• [RECORDS TO PROCESS]
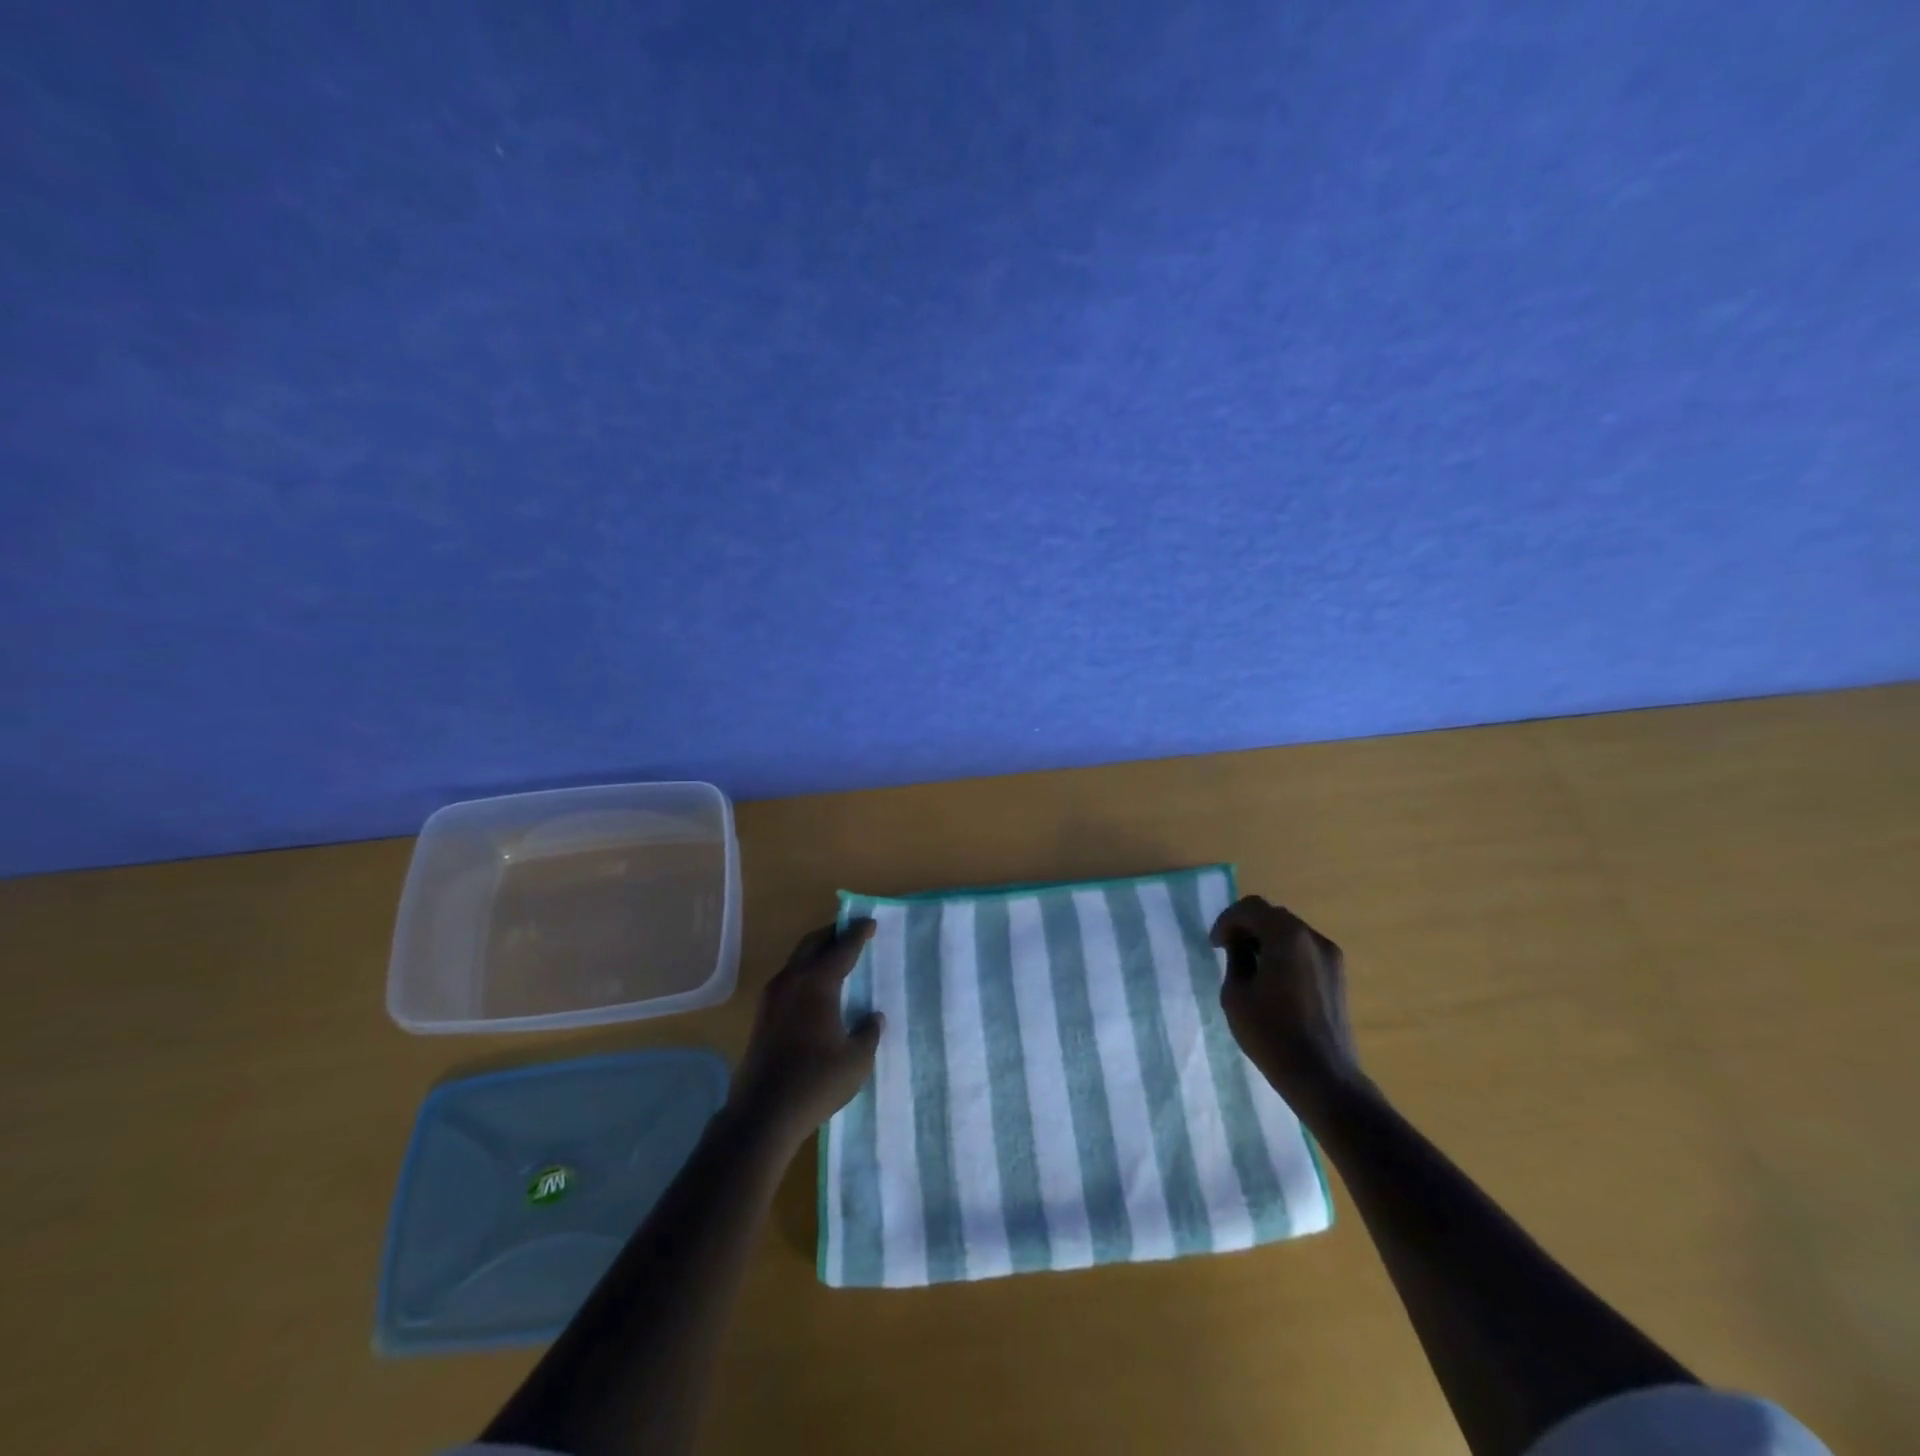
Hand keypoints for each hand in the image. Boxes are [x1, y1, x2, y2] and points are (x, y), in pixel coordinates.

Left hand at [729, 920, 884, 1148]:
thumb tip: (872, 1017)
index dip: (858, 934)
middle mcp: (792, 980)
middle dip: (832, 934)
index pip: (842, 948)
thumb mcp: (856, 1060)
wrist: (763, 1113)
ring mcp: (772, 997)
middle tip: (851, 932)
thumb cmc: (816, 1082)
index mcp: (817, 983)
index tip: (870, 923)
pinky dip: (805, 971)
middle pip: (813, 944)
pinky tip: (816, 989)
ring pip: (797, 960)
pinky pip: (788, 978)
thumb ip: (868, 1033)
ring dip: (816, 952)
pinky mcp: (762, 1015)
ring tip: (835, 957)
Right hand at [1211, 896, 1364, 1112]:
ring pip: (1291, 933)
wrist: (1323, 1077)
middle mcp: (1312, 938)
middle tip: (1228, 951)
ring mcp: (1331, 957)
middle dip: (1247, 927)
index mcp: (1286, 936)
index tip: (1215, 945)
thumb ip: (1236, 960)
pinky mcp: (1338, 977)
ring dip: (1266, 940)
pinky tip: (1273, 981)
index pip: (1251, 907)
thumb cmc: (1272, 1034)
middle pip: (1273, 916)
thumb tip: (1240, 947)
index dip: (1227, 921)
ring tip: (1250, 967)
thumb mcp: (1236, 994)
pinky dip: (1285, 954)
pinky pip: (1305, 951)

• [WHAT YOU HAVE TO DO]
All of the material above is to be copied exactly, with no pictures.

• [SOLUTION]
Hand keypoints for each hand in the image. Boxes are [x1, y1, x2, y2] and points are (x, y), in pixel coordinates.

Left hand at [729, 920, 884, 1148]:
thumb tip: (872, 1017)
index dip: (858, 934)
middle mcp: (792, 980)
middle dip: (832, 934)
index pip: (842, 948)
thumb mcp: (856, 1060)
wrist: (763, 1113)
ring mcp: (772, 997)
middle tip: (851, 932)
thumb cmc: (816, 1082)
index mcp: (817, 983)
index tip: (870, 923)
pinky dip: (805, 971)
middle pip: (813, 944)
pinky tip: (816, 989)
ring pip: (797, 960)
pinky pip: (788, 978)
thumb ip: (868, 1033)
ring dip: (816, 952)
pinky mcp: (762, 1015)
ring tip: (835, 957)
Right hand at [1211, 896, 1364, 1112]:
ring pip: (1291, 933)
wrist: (1323, 1077)
middle mcp: (1312, 938)
middle tip: (1228, 951)
ring mcp: (1331, 957)
middle dip: (1247, 927)
index mcp: (1286, 936)
index tip: (1215, 945)
thumb ip: (1236, 960)
pinky mcp: (1338, 977)
ring dip: (1266, 940)
pinky tip: (1273, 981)
index pip: (1251, 907)
thumb cmc: (1272, 1034)
middle pip: (1273, 916)
thumb tip: (1240, 947)
index dip: (1227, 921)
ring tip: (1250, 967)
thumb mcp: (1236, 994)
pinky dip: (1285, 954)
pinky pip: (1305, 951)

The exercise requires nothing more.